The monastery was built in 1137 and the passage of history struck me here as in few other places. The blend of poetry and sound during vespers left me with tears streaming down my face and many questions about faith and vocation.
Elves could be here.
Tidy gardens of roots and greens.
Shells are appearing more as way signs.
Water is everywhere and it’s stored and directed in stone.
Cats over the wall.
Our albergue for the chilly night. The monks make chocolate and an herbal liqueur so we ate this with fire baked bread from nearby Cea.
Three days in the glorious city of Sevilla before heading north to finish our Camino walk on the Via de la Plata.
Portrait busts of citizens were popular in Ancient Rome. These are from the Archeological Museum.
Plaza d’Espagne from the 1929 Iberio-American fair.
Each region has a spot in the Plaza.
Doves from Maria Luis Park.
Art and Culture Museum
Handmade lace from museum.
Narrow streets and oranges.
We see you.
So many reasons to visit Ronda: my dear friend’s name, an enticing post from another friend with impeccable taste, Alfred’s parents loved it and it was on the way to our next destination of Sevilla.
We hopped a bus drove up the Costa del Sol and pulled in just as night was falling. The next day was rainy which made for dramatic skies and glowing saturated colors.

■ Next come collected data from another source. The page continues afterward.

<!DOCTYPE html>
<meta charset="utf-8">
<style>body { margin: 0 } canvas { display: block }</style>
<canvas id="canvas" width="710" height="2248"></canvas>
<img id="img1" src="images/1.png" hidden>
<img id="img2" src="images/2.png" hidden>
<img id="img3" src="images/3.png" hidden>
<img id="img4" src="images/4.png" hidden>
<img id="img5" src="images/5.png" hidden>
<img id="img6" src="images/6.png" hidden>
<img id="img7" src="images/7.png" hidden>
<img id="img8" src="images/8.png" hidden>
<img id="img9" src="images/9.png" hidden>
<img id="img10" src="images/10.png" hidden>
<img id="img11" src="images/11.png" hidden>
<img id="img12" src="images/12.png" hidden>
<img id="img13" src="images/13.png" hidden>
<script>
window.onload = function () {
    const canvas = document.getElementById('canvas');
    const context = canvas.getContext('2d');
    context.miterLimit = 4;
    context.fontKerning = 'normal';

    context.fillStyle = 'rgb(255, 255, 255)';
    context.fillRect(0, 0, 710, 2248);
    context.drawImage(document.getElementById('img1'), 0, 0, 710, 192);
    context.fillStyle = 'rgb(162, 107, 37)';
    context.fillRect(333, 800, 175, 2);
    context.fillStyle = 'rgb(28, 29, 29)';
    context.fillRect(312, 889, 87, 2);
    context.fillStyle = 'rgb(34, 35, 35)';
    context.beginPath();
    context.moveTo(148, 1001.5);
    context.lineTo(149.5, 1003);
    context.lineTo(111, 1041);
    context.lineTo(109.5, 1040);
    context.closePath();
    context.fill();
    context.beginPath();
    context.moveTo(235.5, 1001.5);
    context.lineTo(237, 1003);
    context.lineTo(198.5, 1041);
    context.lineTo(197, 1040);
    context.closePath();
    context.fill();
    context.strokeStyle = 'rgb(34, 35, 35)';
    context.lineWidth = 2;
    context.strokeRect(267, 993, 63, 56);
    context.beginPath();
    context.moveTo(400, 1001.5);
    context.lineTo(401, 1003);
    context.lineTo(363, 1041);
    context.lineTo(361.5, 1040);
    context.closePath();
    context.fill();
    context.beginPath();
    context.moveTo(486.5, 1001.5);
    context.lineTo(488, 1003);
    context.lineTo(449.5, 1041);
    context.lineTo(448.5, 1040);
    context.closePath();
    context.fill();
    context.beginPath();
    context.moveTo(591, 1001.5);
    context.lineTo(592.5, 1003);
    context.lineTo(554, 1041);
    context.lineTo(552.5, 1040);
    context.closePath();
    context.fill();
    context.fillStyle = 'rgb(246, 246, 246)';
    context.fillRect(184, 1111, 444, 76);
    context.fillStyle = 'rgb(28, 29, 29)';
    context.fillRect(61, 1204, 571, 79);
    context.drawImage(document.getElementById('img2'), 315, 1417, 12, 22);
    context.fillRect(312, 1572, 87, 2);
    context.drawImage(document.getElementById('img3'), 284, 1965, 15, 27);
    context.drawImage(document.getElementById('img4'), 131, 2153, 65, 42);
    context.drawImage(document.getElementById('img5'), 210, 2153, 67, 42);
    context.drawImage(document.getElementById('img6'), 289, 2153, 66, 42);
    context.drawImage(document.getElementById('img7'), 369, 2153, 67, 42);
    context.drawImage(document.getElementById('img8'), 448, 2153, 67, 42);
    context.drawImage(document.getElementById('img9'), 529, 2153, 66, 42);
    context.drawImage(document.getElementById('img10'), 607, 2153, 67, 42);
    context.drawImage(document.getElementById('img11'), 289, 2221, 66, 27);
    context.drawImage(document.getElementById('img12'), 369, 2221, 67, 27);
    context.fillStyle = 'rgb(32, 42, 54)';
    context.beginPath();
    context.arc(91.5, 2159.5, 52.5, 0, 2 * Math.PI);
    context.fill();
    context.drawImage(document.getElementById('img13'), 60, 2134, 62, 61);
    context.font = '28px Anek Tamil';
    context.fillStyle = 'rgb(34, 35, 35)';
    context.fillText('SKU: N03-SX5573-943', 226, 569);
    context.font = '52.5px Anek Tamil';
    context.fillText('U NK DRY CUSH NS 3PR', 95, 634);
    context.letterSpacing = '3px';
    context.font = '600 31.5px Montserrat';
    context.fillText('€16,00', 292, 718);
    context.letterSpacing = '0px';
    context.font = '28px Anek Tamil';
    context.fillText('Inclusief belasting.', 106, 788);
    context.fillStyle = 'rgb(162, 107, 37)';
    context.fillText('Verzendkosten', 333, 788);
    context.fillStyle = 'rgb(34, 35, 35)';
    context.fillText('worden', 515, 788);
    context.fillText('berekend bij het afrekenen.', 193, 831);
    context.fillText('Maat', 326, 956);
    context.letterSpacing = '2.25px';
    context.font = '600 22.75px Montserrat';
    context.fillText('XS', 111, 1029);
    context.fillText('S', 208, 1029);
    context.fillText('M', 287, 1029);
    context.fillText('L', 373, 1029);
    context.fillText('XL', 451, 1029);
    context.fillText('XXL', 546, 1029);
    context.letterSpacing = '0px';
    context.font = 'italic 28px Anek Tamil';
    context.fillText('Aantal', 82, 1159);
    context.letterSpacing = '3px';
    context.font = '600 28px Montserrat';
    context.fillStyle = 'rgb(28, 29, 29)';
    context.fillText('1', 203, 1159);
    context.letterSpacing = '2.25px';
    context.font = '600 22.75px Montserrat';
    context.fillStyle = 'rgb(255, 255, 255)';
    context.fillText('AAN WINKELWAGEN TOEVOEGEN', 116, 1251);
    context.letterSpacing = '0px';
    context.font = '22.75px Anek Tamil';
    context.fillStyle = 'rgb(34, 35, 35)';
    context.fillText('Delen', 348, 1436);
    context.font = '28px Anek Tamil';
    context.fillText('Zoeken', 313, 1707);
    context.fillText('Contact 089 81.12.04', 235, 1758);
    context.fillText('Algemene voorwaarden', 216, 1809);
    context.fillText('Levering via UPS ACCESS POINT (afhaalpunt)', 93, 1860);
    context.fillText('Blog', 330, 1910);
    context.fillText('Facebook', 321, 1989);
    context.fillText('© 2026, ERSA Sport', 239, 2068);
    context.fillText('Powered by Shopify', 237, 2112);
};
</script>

El Costa Sol. Hard to see in this photo but greenhouses stretched for miles in every direction.
Palms, sun and sea
Cliffs and vistas
View to the east.
Santa Fe to Almeria – 15 miles, 2-15-17
We made it to Almeria last Friday. Most of the last day was on small roads and river bed walking.
We walked past a man harvesting oranges and he smiled and gave us two of the best tasting ones we have ever eaten. Have I mentioned how incredibly nice the people are?
River bed trail.
We saw many small dogs dressed in warm sweaters.
The graffiti here is almost as good as in Granada.
Almeria is a port city. Beyond the cruise ship you can see the Alcazar on the hill.
View from the tower.
More street art.
As in most cities we’ve visited life seems to get going once again he sun sets.